In 2013 Oxleas NHS Foundation Trust, in south-east London, commissioned a piece of work from Practice Based Evidence and the Mental Health Foundation to explore ways in which ‘values-based practice’ can be practiced and evidenced more in the day-to-day work with service users and carers within the Adult Mental Health Directorate. So far, the programme has engaged with six pilot teams and produced a set of draft guidelines. In 2014 the programme explore innovative ways of implementing the ideas, and spreading ideas to staff in other directorates.
Now in 2015 the programme draws to a close with a focus on a specific group of people, explored elsewhere in a few podcast episodes, the team and ward managers. These are seen by the programme developers as the key people for embodying and promoting the culture change needed within teams in order to implement refined approaches to the day-to-day challenges of working with peoples strengths and focusing on person-centred values in practice rather than just words in policies and mission statements.

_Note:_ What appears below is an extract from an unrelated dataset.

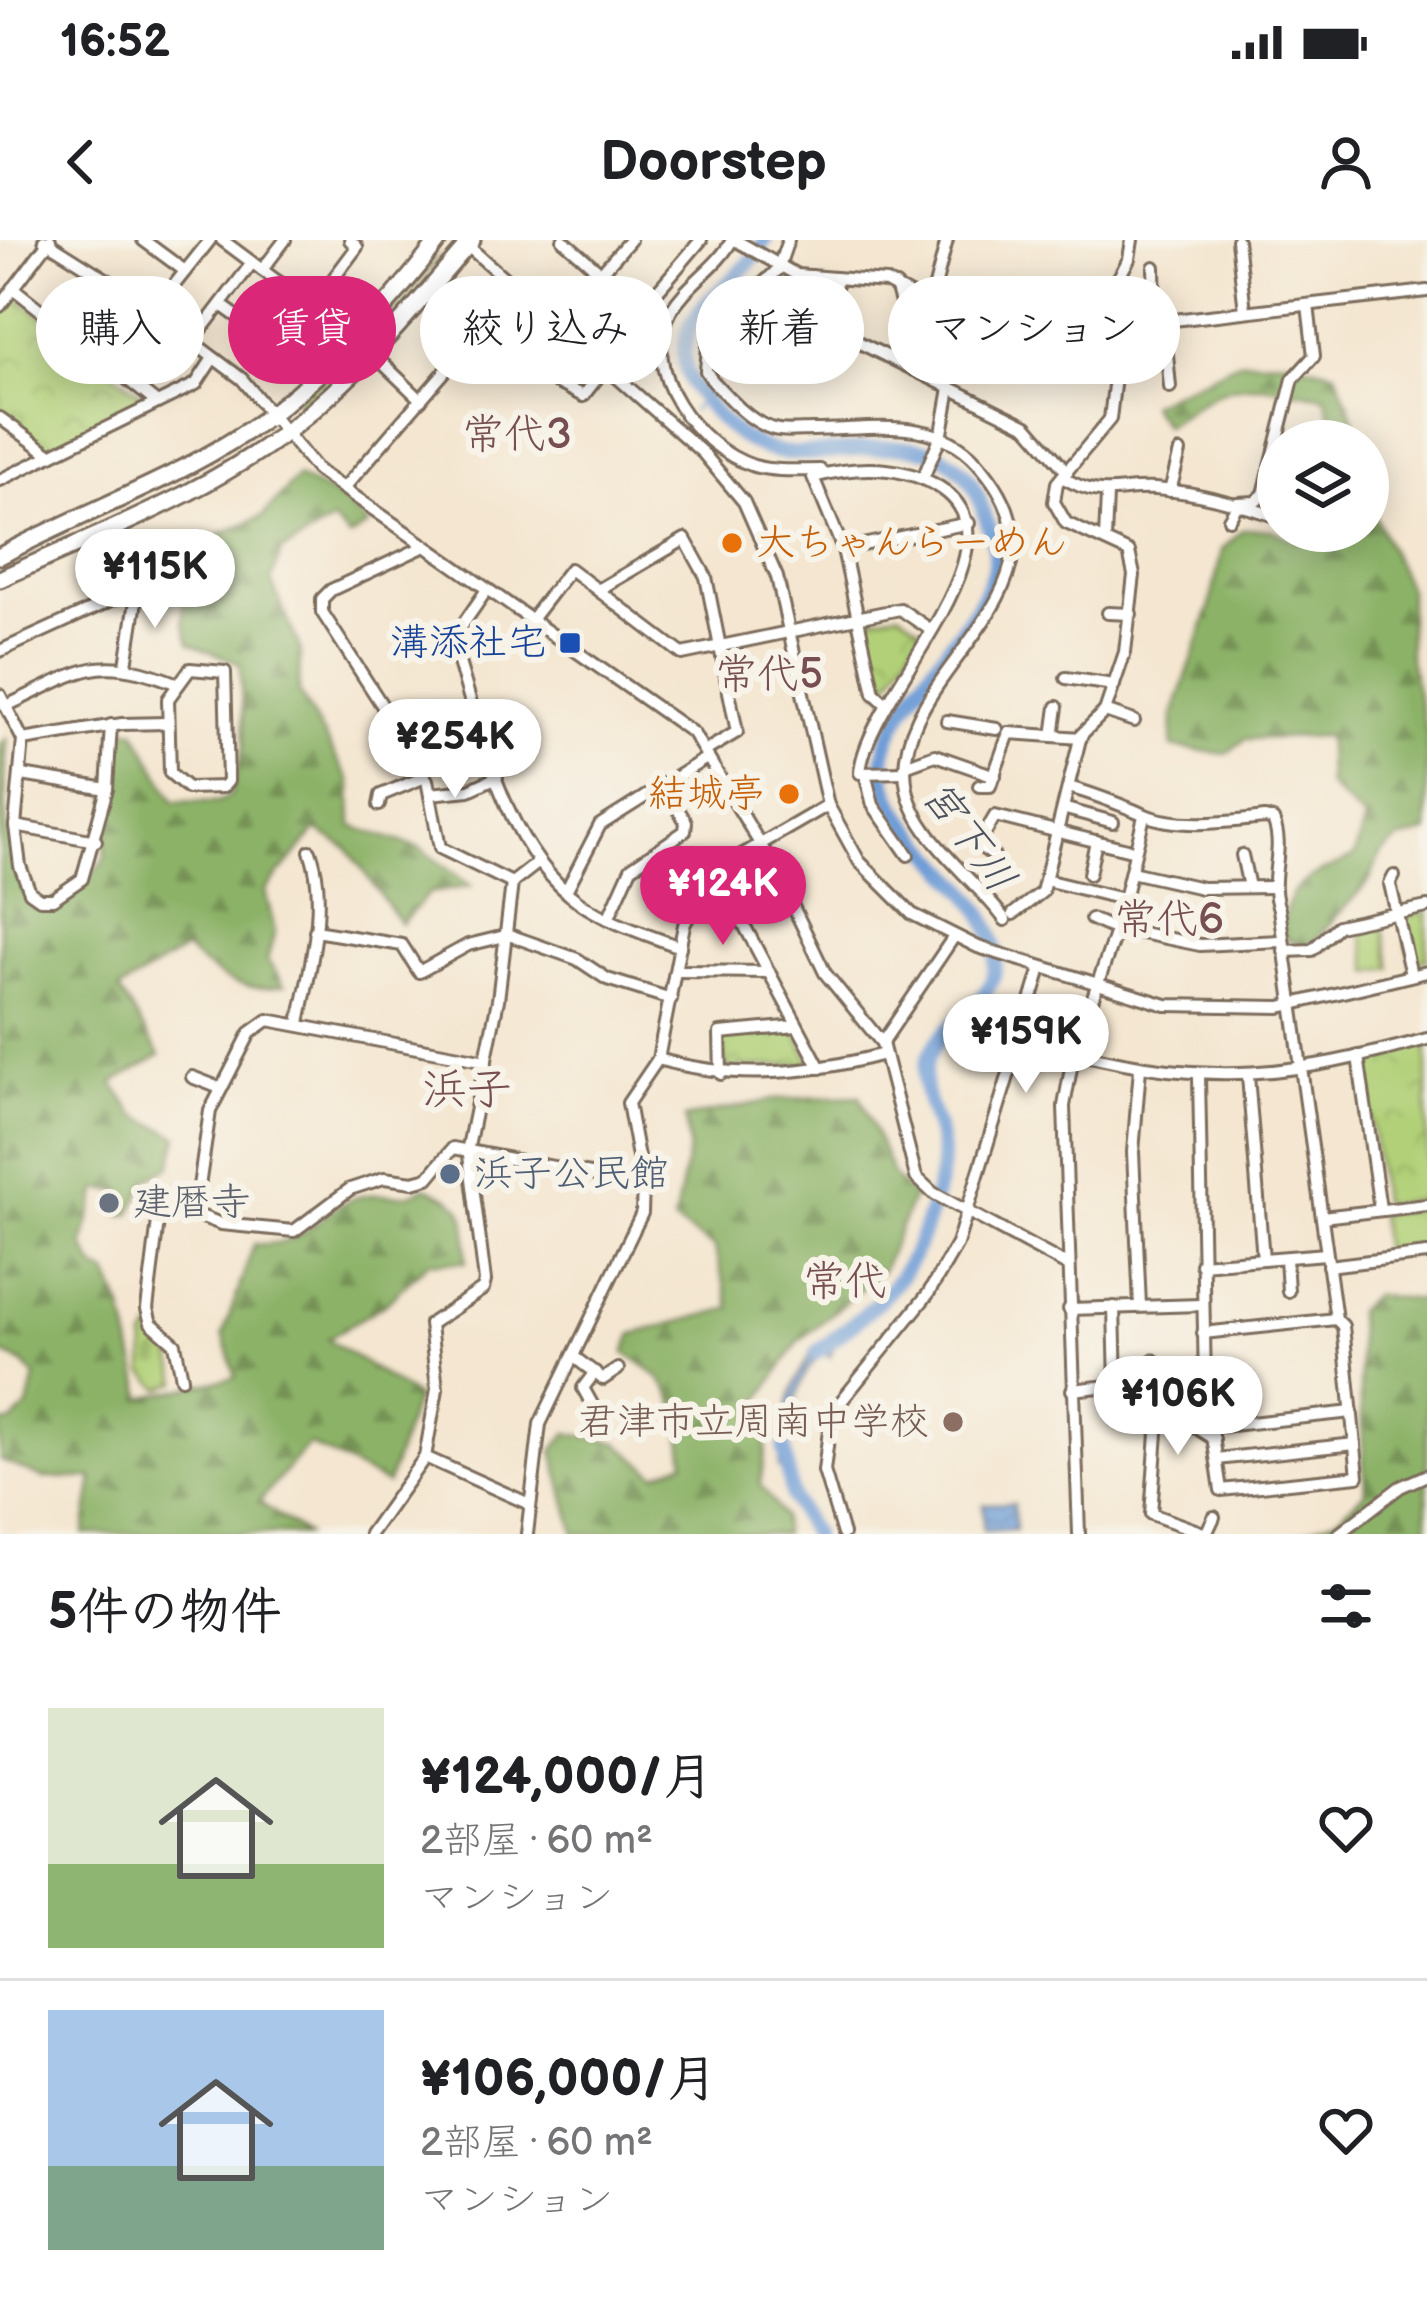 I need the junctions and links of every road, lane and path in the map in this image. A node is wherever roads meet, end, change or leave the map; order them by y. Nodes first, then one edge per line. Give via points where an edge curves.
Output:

WHY FOCUS ON VALUES-BASED PRACTICE?
They influence everything we think, decide and do in day-to-day practice, though often in a more sub-conscious way rather than overt statements and discussions. Good practice is not about adhering to one set of right values, we should respect and embrace values diversity. Values can be very personal, professional or organisational statements, but the focus here is on the values that underpin the day-to-day language of focusing on the needs and priorities of the individual service user. Practitioners need to be supported to be able to work where values of the service user, organisation, or professional may differ or conflict. A recent high profile report in the UK highlights the need to put this approach to values-based practice into context:
Francis Report into Stafford Hospital “People must always come before numbers. Individual patients and their treatment are what really matters. Statistics, benchmarks and action plans are tools not ends in themselves. They should not come before patients and their experiences. This is what must be remembered by all those who design and implement policy for the NHS.” Excerpt from press release statement by Robert Francis QC in Stafford (5/2/13).
One product of the overall programme has been the development of brief practical guidelines linking together values and principles, working with strengths, positive risk-taking, and the role of person-centred care planning. A modified version of these can be accessed on request through The Strengths Revolution blog.